(Beginning of Material shown)

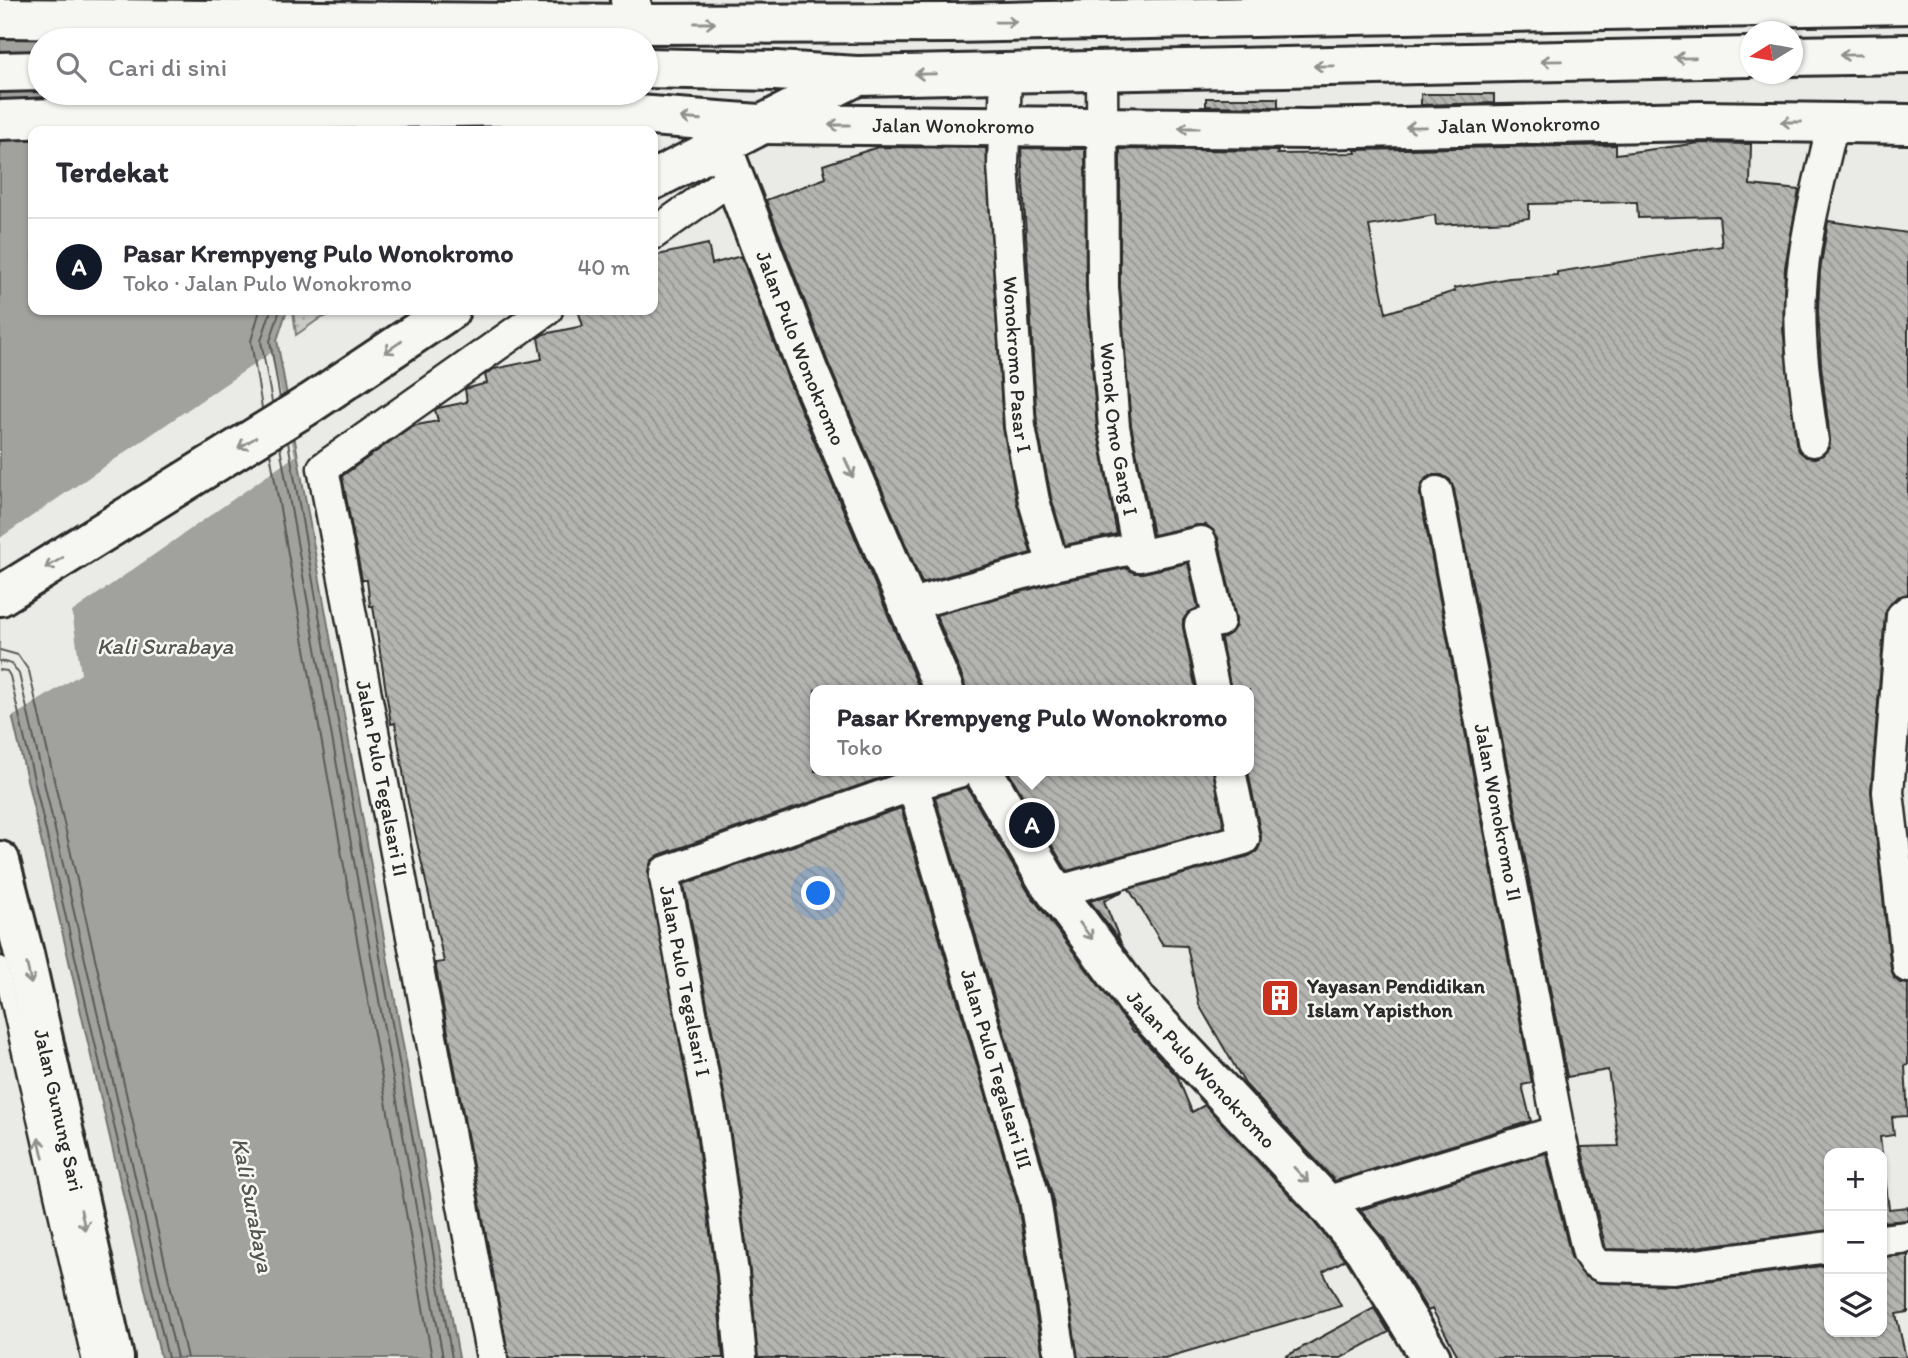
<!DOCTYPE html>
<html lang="id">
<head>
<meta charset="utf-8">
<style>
	:root { --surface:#fff; --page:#f7f7f7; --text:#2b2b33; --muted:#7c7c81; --line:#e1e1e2; --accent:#111827 }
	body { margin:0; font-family:Itim,sans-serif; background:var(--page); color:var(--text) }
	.controls { position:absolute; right:21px; bottom:21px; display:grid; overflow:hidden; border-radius:14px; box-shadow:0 2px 5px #0004 }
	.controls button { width:63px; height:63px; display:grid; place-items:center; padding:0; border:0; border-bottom:2px solid var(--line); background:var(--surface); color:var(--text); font:35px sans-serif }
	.compass { position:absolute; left:1740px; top:21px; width:63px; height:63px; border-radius:50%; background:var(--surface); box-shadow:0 2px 5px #0004; rotate:259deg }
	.you { position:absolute; left:819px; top:894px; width:24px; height:24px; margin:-18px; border:5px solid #fff; border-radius:50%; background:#1a73e8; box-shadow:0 0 0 10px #1a73e833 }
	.badge { display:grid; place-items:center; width:46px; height:46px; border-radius:50%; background:var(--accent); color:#fff; font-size:23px; font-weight:700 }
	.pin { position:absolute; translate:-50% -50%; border:4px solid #fff; box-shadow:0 2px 7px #0006 }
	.popup { position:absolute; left:810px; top:685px; width:444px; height:91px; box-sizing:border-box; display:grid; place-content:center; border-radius:14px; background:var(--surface); filter:drop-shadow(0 2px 5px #0005); font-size:23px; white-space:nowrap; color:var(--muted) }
	.popup b { font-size:26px; color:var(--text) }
	.popup::after { content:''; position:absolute; left:50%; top:100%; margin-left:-14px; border:14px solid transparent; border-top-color:var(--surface) }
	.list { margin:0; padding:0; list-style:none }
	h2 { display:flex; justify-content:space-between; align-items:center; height:91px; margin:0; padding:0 28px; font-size:30px }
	h2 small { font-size:23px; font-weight:400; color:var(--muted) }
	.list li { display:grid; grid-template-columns:46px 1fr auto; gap:21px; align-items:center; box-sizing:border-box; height:98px; padding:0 28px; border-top:2px solid var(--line) }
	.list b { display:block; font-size:26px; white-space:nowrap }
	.list p { margin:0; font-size:23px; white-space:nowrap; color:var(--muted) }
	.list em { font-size:23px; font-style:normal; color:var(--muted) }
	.icon { flex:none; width:38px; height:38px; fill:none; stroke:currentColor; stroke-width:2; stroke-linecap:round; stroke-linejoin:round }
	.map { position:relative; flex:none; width:1908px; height:1358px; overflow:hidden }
	.search { position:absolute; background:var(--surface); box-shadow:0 2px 5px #0004; left:28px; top:28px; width:630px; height:77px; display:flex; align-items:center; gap:18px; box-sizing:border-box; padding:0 24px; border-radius:38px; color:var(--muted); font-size:26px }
	.panel { position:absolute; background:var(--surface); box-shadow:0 2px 5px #0004; left:28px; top:126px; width:630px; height:189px; border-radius:14px }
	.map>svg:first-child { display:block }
	.park { fill:url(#park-dots); stroke:#7a7a79; stroke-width:2 }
	.water { fill:#a1a19e; stroke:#727270; stroke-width:2 }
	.pier { fill:#eaeae6 }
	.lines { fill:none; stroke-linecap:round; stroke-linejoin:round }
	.shore { stroke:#5a5a59; stroke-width:2 }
	.building { fill:url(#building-back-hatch); stroke:#2b2b2b; stroke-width:2; fill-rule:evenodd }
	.service-casing { stroke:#2b2b2b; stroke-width:19 }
	.minor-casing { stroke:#2b2b2b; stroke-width:35 }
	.secondary-casing { stroke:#2b2b2b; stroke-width:44 }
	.primary-casing { stroke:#2b2b2b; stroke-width:44 }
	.trunk-casing { stroke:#2b2b2b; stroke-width:44 }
	.service { stroke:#f6f6f2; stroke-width:14 }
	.minor { stroke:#f6f6f2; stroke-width:30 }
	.secondary { stroke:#f6f6f2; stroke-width:38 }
	.primary { stroke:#f6f6f2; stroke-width:38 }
	.trunk { stroke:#f6f6f2; stroke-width:38 }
	.oneway { stroke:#90908e }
	.labels { text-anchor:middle; stroke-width:5; stroke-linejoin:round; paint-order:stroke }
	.street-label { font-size:21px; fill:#2b2b2b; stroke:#f6f6f2 }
	.poi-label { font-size:21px; font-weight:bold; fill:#2b2b2b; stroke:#f6f6f2; text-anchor:start }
	.water-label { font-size:23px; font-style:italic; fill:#545453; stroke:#f6f6f2 }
</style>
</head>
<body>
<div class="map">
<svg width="1908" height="1358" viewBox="0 0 1908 1358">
	<defs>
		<pattern id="park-dots" width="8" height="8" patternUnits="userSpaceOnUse" patternTransform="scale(1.75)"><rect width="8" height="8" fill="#cacac7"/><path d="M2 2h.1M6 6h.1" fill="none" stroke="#aeaeab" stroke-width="1.8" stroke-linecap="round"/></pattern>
		<pattern id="building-back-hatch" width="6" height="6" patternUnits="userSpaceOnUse" patternTransform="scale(1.75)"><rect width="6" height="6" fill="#b4b4b1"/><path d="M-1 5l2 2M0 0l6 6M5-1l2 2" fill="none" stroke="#939390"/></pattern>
	</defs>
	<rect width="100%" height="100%" fill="#eaeae6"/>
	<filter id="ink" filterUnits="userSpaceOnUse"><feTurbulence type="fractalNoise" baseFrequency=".0143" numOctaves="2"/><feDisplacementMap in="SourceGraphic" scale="14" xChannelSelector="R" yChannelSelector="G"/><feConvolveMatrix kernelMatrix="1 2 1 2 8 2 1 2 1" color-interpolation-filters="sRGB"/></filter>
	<g filter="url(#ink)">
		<path class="park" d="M293,310H343L319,319L296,335Z"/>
		<path class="water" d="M0,0H243L249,40H40V93H257L263,131H33V310H287L277,340L459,1358H161L0,663Z"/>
		<path class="pier" d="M272,352L295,456L72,612L81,674L9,719L0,679V538Z"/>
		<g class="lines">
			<path class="shore" d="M260,310L251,341L262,408
				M271,310L261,341L272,402
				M280,310L270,341L280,398
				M288,442L452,1358
				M280,447L443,1358
				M270,453L432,1358
				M0,650L18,655L29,671L187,1358
				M0,661L12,664L19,674L177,1358
				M0,670L7,671L10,676L168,1358"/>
		</g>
		<path class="building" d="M1421,94H1494V103L1421,105Z
			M1206,98H1278V107L1206,106Z
			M1700,143L1751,144L1750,185L1799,190L1785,267L1783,329L1796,443L1799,451L1806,457L1815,458L1823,455L1829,448L1830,439L1821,365L1818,310L1820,271L1828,221L1908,233V594L1897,597L1891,603L1885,614L1871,791L1891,969L1894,978L1900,983L1908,984V1065L1905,1066L1908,1116L1892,1117L1894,1135L1880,1137L1882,1153H1829V1230L1672,1250L1606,1249L1581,1147L1619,1146L1608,1070L1567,1077L1454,489L1450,480L1442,475H1433L1426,478L1421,486L1420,495L1532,1083L1522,1085L1531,1121L1335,1181L1245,1084L1199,1005L1187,946L1163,945L1129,889L1249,856L1257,851L1260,845L1261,836L1248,771L1249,690H1231L1221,639L1231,633L1236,626V618L1218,538L1213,530L1206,525H1197L1153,535L1131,425L1120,287V149L1278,151L1277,154L1356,153L1355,150L1616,145V154ZM1637,202L1638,218L1719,216L1722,246L1557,272V275L1509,278L1454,288L1455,291L1386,313L1369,226L1435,215L1436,225L1509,221L1529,218V204Z
			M878,147L986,148L1003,428L1017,504L1031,553L922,583L829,365L766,200L826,178L823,165Z
			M1021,148L1085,149L1086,289L1097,428L1117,534L1065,545L1051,497L1037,425Z
			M708,244L712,264L741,256L789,382L920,690H815V771H901L659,855L651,861L648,871L694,1119L716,1275L723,1358H509L435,963L444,962L408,802L395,723L391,724L373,606H370L367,580H362L342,476L412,426L438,421L435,410L438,408L467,402L465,389L487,383L485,375L494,369L542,359L538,338L544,334L583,326L578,310H653V256Z
			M1188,563L1198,608L1188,613L1183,620V628L1196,690H965L964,681L936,615L1057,582L1126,568L1134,573H1143Z
			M1008,771H1213L1224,827L1067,871Z
			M967,787L1029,893L1134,1032H1136L1177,1076L1192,1112L1205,1105L1309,1216L1345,1260L1323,1272L1341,1306L1165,1358H1078L1052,1195L935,797Z
			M901,808L1018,1204L1043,1358H758L750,1271L728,1114L684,884Z
			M1123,891L1104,901L1121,943L1090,901Z
			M1546,1153L1571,1257L1585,1277L1600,1283L1675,1285L1829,1265V1332H1882V1257L1908,1255V1312L1896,1314L1906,1358H1459L1432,1309L1428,1311L1383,1237L1360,1210Z
			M1882,1154L1889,1209L1908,1207V1220L1882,1222Z
			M1374,1308L1389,1332L1341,1358H1283Z"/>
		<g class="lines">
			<defs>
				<path id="service" d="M0,964L89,1358"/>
				<g id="minor">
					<path id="s1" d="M1102,70L1103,288L1114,427L1139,556L1201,542L1219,621L1200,625L1214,690"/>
					<path id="s2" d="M1006,73L1003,165L1020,427L1034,501L1053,565L1137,548"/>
					<path d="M653,234L733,177"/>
					<path d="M1813,441C1806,392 1798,341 1801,291C1804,234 1821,177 1833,122"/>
					<path id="s3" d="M1437,492L1559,1131L1588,1253L1594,1262L1601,1266L1673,1268L1829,1247"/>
					<path d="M908,605L1053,565"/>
					<path d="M1908,611L1902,616L1888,792L1908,967"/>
					<path id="s4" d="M913,785L1035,1200L1061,1358"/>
					<path d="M1056,892L1244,839L1230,771"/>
					<path d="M1325,1202L1559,1131"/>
					<path d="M1882,1240L1908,1237"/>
					<path d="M492,1358L323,468L547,310"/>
					<path d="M741,1358L733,1273L711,1116L665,878V872L913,785L961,771"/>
				</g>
				<g id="secondary">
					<path d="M630,0L637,24"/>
					<path id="s5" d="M721,144L809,373L944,690"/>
					<path d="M653,180L857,76"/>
					<path d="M0,596L311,403L450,310"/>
					<path id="s6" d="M983,771L1047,880L1137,1001L1325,1202L1364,1249L1431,1358"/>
				</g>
				<g id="primary">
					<path d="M0,120L263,110L516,106"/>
					<path id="s7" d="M0,861L24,954L114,1358"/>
				</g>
				<g id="trunk">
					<path d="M0,18L637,24L951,23L1908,4"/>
					<path d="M1792,56L1908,54"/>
					<path d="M646,68L776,71L857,76L1750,57"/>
					<path d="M0,72L40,71"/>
					<path id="s8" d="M516,106L759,124L1307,129L1700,121L1908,124"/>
				</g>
			</defs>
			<use href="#service" class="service-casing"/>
			<use href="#minor" class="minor-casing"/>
			<use href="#secondary" class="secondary-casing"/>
			<use href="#primary" class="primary-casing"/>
			<use href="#trunk" class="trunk-casing"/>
			<use href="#service" class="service"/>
			<use href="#minor" class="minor"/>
			<use href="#secondary" class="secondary"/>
			<use href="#primary" class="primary"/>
			<use href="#trunk" class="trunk"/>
		</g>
		<defs><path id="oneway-shaft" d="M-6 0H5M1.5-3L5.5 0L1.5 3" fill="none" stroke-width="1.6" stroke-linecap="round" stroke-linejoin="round" transform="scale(1.75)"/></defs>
		<g class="oneway">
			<use href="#oneway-shaft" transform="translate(1006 22) rotate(-1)"/>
			<use href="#oneway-shaft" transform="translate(705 23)"/>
			<use href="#oneway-shaft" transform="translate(1850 55) rotate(179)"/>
			<use href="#oneway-shaft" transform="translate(1685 58) rotate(179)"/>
			<use href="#oneway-shaft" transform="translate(1551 61) rotate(179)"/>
			<use href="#oneway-shaft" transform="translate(1324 66) rotate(179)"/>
			<use href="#oneway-shaft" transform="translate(925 74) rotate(179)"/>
			<use href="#oneway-shaft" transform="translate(691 119) rotate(-176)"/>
			<use href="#oneway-shaft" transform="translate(1791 122) rotate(-180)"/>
			<use href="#oneway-shaft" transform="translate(839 125) rotate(-180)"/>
			<use href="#oneway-shaft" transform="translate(1416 127) rotate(179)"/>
			<use href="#oneway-shaft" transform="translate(1189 128) rotate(-180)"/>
			<use href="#oneway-shaft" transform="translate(393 347) rotate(146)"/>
			<use href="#oneway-shaft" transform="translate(247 443) rotate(148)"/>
			<use href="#oneway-shaft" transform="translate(849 468) rotate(67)"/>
			<use href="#oneway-shaft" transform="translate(54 563) rotate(148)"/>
			<use href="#oneway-shaft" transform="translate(1086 931) rotate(53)"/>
			<use href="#oneway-shaft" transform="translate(29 974) rotate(78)"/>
			<use href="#oneway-shaft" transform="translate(41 1148) rotate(-103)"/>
			<use href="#oneway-shaft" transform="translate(1301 1175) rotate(47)"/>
			<use href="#oneway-shaft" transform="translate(83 1220) rotate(78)"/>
		</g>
	</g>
	<defs>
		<symbol id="building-square" viewBox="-11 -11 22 22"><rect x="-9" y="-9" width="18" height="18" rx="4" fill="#c8321e" stroke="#f6f6f2"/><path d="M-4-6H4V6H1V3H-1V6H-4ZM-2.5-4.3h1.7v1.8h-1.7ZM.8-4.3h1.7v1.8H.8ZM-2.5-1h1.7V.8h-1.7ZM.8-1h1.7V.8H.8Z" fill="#fff"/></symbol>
	</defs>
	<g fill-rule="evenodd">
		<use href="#building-square" x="1258" y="976" width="44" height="44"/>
	</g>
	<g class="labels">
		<g class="street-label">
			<text dy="7" stroke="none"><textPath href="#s8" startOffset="1004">Jalan Wonokromo</textPath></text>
			<text dy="7" stroke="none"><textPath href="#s8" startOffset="438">Jalan Wonokromo</textPath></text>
			<text dy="7" stroke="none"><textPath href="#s5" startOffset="219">Jalan Pulo Wonokromo</textPath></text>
			<text dy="7" stroke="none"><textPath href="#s2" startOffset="292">Wonokromo Pasar I</textPath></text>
			<text dy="7" stroke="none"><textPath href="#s1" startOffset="360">Wonok Omo Gang I</textPath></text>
			<text transform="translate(382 778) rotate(79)" y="7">Jalan Pulo Tegalsari II</text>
			<text dy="7" stroke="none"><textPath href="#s3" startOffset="326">Jalan Wonokromo II</textPath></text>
			<text transform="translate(685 981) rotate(79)" y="7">Jalan Pulo Tegalsari I</text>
			<text dy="7" stroke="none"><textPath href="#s6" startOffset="371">Jalan Pulo Wonokromo</textPath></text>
			<text dy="7" stroke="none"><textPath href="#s4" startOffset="296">Jalan Pulo Tegalsari III</textPath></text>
			<text dy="7" stroke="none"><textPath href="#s7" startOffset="256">Jalan Gunung Sari</textPath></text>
		</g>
		<g class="poi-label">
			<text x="1307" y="993">Yayasan Pendidikan<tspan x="1307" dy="24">Islam Yapisthon</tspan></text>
		</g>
		<g class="water-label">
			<text x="165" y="654">Kali Surabaya</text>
			<text transform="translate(253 1205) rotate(79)" y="8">Kali Surabaya</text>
		</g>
	</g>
</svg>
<div class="controls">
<button>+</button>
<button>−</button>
<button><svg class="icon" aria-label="layers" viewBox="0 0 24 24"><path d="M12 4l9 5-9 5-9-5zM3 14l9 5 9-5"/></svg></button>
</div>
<svg class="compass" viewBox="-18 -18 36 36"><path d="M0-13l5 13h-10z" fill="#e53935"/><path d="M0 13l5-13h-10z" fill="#7c7c81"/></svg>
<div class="you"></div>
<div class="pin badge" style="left:1032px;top:825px">A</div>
<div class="popup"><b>Pasar Krempyeng Pulo Wonokromo</b>Toko</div>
<div class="search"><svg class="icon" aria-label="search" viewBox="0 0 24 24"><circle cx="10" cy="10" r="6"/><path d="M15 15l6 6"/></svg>Cari di sini</div>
<section class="panel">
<h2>Terdekat<small></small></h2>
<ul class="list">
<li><span class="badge">A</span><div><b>Pasar Krempyeng Pulo Wonokromo</b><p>Toko · Jalan Pulo Wonokromo</p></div><em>40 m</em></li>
</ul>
</section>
</div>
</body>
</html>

(End of Material shown)

Show each line of the material holding "body".

__Answer section__:
	body { margin:0; font-family:Itim,sans-serif; background:var(--page); color:var(--text) }
<body>
</body>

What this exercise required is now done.